This is not completely out of the ordinary. In Oregon where I'm located this situation comes up rather frequently in rural areas. If the buyer of a property like this was doing a Fannie/Freddie loan, it typically is not a problem. Sometimes you can have issues with the title company in generating the legal description (it should read: Parcel I: ...... and Parcel II: ......) The only time that this is an issue is with some Reverse Mortgage lenders we deal with...they get hung up on the "dividability" of the property. But that is the only situation I've experienced any trouble. Basically, the Title Report and Appraisal must be describing the exact same piece of property.
I had a problem with a USDA loan recently that had two parcels. The underwriter required that there be only one parcel and tax ID. Fortunately the county did in one day what normally takes months to accomplish.

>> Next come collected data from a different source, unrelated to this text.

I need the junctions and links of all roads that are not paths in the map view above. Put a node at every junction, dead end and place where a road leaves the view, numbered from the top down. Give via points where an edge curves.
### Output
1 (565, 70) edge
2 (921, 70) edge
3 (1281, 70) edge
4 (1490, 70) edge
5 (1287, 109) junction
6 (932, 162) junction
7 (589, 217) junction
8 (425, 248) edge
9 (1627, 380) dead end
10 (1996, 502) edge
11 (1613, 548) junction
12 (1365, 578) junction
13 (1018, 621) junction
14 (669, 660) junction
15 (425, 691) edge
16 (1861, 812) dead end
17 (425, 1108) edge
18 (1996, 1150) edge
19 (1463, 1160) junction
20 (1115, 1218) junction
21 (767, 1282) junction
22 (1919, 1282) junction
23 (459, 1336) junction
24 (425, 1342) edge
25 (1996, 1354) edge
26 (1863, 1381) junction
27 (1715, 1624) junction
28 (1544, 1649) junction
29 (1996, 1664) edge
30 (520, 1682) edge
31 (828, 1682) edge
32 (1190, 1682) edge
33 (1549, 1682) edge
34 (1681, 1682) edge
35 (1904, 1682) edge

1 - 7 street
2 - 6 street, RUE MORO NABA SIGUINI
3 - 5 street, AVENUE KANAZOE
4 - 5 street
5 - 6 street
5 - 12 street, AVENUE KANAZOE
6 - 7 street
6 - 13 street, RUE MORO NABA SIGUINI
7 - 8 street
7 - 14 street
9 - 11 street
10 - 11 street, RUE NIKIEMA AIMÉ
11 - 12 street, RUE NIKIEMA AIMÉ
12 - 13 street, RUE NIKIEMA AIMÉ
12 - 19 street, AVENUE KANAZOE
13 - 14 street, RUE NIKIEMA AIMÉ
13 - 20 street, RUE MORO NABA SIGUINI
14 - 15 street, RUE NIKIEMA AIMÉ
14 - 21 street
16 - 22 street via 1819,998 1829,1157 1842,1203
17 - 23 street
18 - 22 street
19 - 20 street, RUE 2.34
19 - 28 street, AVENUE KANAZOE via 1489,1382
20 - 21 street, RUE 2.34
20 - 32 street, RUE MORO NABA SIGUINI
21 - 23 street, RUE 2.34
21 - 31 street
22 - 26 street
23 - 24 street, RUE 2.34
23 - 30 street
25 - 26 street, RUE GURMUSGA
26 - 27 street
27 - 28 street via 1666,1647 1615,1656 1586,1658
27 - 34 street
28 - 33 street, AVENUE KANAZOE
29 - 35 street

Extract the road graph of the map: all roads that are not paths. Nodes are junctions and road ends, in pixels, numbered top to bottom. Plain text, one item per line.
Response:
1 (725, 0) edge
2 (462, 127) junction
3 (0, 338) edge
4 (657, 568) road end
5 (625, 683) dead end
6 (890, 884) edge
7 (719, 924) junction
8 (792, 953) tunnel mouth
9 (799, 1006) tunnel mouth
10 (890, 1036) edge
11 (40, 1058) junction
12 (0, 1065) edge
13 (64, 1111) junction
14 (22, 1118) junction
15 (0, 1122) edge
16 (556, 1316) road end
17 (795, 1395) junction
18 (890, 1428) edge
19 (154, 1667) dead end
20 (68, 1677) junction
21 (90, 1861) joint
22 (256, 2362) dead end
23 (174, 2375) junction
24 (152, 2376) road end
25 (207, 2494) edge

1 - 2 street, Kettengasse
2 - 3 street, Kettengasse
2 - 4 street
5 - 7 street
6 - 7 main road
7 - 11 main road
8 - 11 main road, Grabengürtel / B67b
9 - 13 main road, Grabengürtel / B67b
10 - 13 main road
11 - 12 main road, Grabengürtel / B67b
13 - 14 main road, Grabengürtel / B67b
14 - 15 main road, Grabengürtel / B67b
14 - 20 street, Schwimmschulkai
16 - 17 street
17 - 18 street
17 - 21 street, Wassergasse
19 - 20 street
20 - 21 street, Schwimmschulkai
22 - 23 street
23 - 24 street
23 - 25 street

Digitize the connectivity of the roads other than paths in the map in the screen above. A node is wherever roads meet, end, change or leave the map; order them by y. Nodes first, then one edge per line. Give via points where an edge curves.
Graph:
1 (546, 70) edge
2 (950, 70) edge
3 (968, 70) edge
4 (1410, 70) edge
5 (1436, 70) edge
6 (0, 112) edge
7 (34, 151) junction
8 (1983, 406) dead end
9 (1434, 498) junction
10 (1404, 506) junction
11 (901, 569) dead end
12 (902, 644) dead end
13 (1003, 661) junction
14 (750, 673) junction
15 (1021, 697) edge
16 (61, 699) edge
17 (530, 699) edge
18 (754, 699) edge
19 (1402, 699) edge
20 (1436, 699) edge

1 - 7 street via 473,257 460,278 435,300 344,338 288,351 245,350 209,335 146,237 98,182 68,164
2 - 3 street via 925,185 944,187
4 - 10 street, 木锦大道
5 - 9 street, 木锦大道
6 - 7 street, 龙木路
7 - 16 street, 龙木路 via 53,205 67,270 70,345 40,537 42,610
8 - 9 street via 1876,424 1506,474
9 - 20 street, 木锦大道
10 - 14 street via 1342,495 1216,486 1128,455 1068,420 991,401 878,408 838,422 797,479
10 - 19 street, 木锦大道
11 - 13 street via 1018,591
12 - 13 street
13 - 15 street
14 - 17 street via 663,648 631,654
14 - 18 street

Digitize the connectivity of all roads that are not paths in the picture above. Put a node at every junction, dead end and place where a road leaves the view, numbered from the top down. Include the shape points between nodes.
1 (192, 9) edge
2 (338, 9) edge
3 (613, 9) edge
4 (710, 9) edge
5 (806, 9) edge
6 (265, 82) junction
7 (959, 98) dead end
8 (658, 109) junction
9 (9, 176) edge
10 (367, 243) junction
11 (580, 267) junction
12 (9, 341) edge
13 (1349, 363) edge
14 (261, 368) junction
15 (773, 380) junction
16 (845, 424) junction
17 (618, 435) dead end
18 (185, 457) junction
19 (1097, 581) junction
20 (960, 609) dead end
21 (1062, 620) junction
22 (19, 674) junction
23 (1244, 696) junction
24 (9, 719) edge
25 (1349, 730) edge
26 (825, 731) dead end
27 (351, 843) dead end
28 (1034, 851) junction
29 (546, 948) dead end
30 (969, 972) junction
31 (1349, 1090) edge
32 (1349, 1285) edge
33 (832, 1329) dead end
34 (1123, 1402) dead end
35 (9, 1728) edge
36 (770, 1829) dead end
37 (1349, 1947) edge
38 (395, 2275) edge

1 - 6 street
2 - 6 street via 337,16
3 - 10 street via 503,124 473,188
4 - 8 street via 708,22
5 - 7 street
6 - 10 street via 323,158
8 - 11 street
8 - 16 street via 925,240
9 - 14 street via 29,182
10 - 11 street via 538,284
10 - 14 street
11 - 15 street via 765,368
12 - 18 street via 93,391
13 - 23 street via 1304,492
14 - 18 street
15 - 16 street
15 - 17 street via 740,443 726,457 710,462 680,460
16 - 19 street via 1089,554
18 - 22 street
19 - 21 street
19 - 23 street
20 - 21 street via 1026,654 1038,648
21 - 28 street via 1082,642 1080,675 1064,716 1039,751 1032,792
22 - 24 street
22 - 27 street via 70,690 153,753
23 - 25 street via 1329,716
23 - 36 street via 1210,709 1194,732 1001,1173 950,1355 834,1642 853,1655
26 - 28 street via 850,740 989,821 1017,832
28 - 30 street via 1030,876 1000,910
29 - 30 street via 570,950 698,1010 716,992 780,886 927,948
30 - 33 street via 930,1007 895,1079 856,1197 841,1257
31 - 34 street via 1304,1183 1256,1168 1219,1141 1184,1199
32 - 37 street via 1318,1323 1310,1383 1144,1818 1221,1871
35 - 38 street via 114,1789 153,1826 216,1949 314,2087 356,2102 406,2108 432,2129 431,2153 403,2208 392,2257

I'm guessing that was a Lender issue. Who was it? I have lenders that would freak out over this issue, and others that would not bat an eye.
Bryan Bledsoe:There probably will be a problem. I would suggest that you start with your city or county to combine them if you think that brings the most value rather than leaving them separate. Or you could have two seperate sales to the same party with a nominal value on the vacant lot and just make sure that each is contingent on the other closing at the same time. However, if the vacant lot significantly effects the overall value then that might not work. Best course of action would be to combine them.
Bryan, that is excellent info / an excellent idea...I've had this come up a few times in the past month or so and the solution I always give is to, of course, combine the parcels...like you mention - depends on the (appraisal) value in order for it to work, but nonetheless another approach to a solution!!!
5 stars!!!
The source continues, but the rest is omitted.